### Goal of the exercise:
Every line that contains the word "currentColor" should be copied from the records below.

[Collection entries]

***

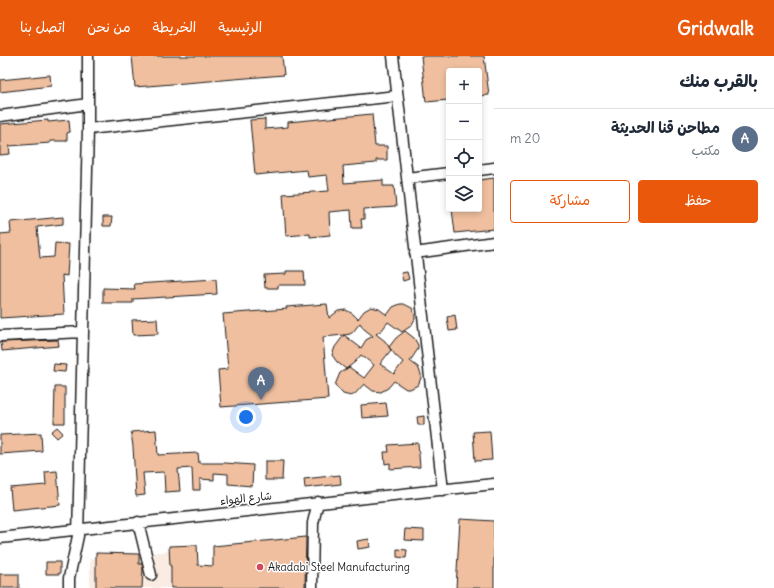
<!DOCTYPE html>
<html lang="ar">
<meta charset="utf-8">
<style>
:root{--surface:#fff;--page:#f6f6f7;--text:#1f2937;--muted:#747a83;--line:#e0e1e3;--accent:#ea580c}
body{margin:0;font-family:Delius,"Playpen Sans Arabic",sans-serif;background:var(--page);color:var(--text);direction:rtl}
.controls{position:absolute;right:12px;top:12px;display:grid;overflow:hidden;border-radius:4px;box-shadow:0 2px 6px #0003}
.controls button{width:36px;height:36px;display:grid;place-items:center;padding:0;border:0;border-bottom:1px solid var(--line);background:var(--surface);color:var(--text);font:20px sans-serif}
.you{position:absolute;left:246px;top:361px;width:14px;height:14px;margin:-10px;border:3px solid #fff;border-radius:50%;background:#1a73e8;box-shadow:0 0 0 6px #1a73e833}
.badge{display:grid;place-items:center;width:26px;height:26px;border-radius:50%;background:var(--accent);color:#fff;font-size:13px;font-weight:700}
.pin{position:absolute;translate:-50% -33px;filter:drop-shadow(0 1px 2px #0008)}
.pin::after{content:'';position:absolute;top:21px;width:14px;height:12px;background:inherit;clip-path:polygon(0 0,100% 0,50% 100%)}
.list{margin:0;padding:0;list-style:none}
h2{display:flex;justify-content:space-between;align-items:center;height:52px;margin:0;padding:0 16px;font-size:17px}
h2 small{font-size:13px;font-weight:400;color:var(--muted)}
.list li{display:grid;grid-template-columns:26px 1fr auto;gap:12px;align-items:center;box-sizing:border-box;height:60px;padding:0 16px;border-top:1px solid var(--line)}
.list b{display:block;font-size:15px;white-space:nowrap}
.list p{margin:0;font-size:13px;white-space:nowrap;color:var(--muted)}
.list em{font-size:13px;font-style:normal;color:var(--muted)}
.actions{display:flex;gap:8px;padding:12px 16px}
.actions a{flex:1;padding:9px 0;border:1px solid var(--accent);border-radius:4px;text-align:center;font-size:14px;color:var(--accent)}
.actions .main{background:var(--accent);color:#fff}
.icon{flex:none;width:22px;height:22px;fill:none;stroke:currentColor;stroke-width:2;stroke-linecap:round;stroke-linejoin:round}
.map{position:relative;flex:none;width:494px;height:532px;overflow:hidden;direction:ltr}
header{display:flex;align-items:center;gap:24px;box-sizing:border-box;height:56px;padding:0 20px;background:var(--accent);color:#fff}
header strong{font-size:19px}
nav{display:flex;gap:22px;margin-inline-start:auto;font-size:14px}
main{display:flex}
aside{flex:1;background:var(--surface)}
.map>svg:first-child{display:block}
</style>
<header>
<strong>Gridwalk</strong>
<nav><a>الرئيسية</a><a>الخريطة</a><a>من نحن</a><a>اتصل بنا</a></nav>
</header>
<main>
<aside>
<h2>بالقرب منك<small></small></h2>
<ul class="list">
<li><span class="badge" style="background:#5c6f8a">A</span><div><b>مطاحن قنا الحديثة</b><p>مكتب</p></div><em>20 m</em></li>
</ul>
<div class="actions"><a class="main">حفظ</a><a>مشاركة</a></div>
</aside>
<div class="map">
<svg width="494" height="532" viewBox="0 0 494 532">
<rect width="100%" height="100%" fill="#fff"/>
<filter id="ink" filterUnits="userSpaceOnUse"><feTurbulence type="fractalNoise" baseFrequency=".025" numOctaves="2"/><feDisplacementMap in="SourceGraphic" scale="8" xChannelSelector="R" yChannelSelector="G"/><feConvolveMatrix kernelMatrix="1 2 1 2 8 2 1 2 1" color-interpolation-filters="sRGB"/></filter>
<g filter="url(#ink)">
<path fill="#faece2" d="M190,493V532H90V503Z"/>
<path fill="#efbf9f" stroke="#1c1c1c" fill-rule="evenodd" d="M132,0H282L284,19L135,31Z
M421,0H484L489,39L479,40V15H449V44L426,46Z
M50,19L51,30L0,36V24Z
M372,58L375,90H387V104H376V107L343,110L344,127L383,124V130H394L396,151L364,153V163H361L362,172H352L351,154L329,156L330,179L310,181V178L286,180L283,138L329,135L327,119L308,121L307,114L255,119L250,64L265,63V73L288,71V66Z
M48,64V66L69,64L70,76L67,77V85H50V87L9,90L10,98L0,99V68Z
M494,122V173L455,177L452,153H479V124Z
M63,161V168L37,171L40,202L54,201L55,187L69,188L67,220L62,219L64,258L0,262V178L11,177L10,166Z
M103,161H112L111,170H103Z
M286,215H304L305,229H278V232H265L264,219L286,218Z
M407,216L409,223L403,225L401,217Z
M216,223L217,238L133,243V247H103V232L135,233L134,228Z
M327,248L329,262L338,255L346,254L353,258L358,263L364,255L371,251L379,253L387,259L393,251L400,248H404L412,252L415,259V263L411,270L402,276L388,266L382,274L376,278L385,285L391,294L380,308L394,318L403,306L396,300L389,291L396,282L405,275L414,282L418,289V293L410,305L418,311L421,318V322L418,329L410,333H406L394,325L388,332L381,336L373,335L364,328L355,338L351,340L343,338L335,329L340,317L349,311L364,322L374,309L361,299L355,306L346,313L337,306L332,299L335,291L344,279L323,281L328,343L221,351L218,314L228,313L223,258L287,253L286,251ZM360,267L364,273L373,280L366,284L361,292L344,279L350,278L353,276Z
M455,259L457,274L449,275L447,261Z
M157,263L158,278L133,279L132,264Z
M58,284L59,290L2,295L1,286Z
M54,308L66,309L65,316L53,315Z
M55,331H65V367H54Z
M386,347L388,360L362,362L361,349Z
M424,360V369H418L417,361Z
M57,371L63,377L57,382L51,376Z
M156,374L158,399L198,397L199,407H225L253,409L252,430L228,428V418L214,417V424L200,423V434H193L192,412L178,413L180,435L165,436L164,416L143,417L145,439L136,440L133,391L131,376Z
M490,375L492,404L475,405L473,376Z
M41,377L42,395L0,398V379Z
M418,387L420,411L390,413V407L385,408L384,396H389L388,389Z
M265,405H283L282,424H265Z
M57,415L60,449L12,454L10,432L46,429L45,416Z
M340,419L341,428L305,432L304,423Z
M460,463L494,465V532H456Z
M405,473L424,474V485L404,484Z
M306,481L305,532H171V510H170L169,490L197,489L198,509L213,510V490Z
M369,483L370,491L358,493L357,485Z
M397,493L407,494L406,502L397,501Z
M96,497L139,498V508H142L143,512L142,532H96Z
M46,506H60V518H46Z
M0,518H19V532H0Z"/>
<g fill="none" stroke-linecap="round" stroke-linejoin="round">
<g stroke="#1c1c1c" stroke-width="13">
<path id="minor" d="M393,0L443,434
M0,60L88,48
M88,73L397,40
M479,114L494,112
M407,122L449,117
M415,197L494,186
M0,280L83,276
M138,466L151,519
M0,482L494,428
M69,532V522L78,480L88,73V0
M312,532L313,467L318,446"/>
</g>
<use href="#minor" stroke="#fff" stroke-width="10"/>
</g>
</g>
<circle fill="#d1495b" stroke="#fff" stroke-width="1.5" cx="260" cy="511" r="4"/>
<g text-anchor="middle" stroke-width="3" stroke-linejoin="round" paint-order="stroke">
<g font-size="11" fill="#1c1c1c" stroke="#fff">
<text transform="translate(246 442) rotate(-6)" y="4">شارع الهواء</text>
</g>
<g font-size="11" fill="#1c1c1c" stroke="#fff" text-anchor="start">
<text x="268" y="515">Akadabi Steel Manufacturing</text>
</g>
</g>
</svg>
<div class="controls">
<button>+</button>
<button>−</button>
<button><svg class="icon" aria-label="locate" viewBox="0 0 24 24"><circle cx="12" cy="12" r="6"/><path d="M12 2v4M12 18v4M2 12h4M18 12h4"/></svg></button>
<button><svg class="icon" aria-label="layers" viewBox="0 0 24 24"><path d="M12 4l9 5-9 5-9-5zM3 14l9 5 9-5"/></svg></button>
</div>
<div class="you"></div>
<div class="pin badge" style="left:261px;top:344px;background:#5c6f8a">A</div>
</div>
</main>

***

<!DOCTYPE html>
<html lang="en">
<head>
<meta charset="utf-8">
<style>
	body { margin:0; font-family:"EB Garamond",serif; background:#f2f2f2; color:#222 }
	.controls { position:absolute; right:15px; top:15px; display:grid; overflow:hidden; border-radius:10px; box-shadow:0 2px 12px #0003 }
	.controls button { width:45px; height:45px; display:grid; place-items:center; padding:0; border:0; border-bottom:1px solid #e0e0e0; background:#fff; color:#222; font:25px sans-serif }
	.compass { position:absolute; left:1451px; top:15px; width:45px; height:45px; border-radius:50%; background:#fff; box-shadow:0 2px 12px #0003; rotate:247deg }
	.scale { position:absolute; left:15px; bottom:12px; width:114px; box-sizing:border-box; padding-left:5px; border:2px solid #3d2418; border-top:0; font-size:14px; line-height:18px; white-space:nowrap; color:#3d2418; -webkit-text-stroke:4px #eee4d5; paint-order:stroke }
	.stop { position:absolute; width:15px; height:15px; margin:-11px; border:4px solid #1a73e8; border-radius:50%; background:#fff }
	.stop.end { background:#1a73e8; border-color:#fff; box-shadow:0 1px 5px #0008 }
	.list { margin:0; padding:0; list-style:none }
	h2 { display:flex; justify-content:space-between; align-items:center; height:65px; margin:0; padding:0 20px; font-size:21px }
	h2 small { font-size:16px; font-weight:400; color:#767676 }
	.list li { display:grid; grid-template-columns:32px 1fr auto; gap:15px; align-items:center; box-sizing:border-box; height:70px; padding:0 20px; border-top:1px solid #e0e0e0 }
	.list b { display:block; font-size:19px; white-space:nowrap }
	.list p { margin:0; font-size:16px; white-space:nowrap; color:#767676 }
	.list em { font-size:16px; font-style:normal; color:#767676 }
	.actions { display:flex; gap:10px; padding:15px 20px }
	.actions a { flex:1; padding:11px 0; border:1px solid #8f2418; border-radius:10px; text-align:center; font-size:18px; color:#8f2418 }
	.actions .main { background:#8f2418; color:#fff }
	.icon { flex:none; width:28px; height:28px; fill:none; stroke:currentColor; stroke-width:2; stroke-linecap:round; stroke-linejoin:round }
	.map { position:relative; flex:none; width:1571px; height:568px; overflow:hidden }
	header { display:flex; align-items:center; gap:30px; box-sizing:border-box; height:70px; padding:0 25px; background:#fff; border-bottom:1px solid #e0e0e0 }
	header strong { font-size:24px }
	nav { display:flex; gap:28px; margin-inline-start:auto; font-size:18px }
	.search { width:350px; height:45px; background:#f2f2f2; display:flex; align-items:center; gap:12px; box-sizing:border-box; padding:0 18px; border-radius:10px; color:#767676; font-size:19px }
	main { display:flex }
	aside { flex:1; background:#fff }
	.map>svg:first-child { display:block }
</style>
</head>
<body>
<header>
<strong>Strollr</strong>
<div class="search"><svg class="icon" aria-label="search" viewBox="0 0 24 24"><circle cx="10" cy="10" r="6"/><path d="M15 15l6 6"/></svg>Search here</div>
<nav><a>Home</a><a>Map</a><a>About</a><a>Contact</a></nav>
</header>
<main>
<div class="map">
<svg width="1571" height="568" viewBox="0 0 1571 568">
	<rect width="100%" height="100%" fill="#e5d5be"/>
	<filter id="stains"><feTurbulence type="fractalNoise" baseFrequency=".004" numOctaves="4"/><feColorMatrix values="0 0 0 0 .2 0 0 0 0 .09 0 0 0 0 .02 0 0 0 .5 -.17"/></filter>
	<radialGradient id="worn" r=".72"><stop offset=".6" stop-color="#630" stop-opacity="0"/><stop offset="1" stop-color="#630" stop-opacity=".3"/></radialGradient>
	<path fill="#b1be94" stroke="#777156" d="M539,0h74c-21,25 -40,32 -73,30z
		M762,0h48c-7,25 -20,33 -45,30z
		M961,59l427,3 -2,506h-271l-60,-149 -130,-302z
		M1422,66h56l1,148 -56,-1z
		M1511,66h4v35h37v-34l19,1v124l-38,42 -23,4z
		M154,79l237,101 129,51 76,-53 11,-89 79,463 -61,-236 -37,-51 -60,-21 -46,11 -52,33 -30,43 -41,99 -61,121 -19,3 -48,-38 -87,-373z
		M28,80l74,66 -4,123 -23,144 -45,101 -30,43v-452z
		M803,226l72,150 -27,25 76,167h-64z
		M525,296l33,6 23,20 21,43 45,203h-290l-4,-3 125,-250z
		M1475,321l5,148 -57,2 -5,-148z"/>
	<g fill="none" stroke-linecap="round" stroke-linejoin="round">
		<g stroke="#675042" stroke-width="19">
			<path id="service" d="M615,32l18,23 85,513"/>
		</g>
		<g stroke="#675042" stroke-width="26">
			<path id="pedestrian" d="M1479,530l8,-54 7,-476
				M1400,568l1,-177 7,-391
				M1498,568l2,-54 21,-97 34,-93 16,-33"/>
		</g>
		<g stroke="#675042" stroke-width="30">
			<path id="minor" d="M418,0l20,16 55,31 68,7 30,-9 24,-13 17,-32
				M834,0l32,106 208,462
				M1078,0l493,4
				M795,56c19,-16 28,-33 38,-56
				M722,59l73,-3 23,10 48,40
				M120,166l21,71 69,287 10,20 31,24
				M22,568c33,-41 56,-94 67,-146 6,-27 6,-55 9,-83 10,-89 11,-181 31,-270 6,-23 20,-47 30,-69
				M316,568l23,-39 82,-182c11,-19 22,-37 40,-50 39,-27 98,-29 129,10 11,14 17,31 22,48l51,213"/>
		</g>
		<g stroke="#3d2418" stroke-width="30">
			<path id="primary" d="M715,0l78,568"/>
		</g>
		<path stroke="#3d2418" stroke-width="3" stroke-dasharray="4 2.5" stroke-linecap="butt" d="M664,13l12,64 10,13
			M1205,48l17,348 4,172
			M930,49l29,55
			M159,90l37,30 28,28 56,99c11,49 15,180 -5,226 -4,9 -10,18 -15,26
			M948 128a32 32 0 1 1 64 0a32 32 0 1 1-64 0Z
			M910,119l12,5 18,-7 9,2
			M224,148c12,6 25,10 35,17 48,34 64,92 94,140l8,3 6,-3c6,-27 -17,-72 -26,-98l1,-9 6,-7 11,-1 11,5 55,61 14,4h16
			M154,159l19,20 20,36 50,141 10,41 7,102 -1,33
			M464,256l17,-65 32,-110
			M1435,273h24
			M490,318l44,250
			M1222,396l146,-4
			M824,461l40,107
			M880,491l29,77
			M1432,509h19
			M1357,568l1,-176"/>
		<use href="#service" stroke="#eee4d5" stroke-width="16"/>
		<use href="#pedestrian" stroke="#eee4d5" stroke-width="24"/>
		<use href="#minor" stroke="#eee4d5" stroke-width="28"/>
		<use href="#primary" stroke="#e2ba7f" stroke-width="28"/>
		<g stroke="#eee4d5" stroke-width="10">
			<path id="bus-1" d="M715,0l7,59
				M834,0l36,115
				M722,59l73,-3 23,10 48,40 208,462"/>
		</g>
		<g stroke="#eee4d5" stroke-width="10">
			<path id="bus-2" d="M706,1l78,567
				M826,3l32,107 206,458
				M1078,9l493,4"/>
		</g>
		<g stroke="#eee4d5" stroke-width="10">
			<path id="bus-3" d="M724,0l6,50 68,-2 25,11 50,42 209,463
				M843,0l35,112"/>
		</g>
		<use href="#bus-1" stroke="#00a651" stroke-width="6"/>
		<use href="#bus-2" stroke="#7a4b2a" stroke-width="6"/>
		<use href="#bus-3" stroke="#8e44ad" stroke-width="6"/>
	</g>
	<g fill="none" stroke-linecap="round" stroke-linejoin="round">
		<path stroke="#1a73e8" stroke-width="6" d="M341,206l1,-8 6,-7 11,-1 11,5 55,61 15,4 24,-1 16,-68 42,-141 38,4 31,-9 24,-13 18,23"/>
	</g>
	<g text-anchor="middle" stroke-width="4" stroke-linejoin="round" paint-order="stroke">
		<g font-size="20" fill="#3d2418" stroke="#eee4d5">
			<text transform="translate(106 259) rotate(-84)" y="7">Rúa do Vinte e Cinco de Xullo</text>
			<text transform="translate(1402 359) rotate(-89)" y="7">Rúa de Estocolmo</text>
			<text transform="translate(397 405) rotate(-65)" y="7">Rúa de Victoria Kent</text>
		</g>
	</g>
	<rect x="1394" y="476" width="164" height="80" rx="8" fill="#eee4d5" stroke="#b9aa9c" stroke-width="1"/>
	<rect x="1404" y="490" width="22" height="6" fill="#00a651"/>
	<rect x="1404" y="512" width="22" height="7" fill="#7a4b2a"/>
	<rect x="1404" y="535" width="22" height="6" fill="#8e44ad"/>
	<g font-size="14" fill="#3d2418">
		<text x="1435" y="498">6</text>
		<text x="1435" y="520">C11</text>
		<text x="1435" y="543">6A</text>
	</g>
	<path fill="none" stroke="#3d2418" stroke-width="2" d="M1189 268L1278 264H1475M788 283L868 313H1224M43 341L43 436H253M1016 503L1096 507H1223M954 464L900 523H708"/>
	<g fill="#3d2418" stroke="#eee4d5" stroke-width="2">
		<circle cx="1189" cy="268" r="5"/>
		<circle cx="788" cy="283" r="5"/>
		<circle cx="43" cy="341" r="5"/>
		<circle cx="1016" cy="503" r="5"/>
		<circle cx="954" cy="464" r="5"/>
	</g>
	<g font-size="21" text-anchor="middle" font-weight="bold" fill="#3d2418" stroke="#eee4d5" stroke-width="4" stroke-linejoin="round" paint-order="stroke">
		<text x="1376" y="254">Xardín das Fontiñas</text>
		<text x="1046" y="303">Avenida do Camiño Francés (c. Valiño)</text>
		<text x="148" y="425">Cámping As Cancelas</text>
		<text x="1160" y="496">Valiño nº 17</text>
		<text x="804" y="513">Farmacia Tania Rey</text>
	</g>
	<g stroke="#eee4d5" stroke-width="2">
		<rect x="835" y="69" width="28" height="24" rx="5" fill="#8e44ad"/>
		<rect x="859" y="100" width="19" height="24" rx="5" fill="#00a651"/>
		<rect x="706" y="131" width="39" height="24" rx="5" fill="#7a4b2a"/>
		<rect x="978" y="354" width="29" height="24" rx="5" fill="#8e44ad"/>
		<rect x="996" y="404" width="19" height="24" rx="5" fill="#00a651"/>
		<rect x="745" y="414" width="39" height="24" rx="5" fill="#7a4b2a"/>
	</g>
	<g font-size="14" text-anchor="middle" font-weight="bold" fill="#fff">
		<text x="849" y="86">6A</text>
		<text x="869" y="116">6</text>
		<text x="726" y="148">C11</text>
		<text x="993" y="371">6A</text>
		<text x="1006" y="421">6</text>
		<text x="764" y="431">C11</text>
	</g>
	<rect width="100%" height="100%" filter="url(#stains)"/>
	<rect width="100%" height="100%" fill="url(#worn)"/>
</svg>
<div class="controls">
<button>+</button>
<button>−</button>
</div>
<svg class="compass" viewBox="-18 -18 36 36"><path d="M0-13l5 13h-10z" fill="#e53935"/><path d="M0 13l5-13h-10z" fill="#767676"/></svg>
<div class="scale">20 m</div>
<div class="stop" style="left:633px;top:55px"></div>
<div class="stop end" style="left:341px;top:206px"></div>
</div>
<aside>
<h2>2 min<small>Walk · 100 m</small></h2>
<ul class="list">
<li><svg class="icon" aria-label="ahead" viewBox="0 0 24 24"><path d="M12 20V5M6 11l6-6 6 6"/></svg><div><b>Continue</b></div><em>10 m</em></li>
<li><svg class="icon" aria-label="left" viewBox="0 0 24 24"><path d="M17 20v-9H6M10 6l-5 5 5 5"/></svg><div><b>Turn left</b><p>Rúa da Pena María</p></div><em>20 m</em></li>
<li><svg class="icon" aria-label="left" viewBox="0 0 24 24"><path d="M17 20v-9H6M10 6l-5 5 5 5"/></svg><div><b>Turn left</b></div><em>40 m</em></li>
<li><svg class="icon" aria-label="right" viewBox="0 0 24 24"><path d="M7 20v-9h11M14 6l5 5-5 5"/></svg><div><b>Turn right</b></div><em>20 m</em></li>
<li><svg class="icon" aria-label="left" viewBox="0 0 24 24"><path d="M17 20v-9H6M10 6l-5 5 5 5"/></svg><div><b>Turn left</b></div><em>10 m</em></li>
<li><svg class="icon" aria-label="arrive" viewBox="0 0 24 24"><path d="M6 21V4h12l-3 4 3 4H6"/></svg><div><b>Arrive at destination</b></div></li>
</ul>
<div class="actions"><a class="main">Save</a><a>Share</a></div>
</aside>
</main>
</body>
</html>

***

### Expected answer:
.icon{flex:none;width:22px;height:22px;fill:none;stroke:currentColor;stroke-width:2;stroke-linecap:round;stroke-linejoin:round}
	.icon { flex:none; width:28px; height:28px; fill:none; stroke:currentColor; stroke-width:2; stroke-linecap:round; stroke-linejoin:round }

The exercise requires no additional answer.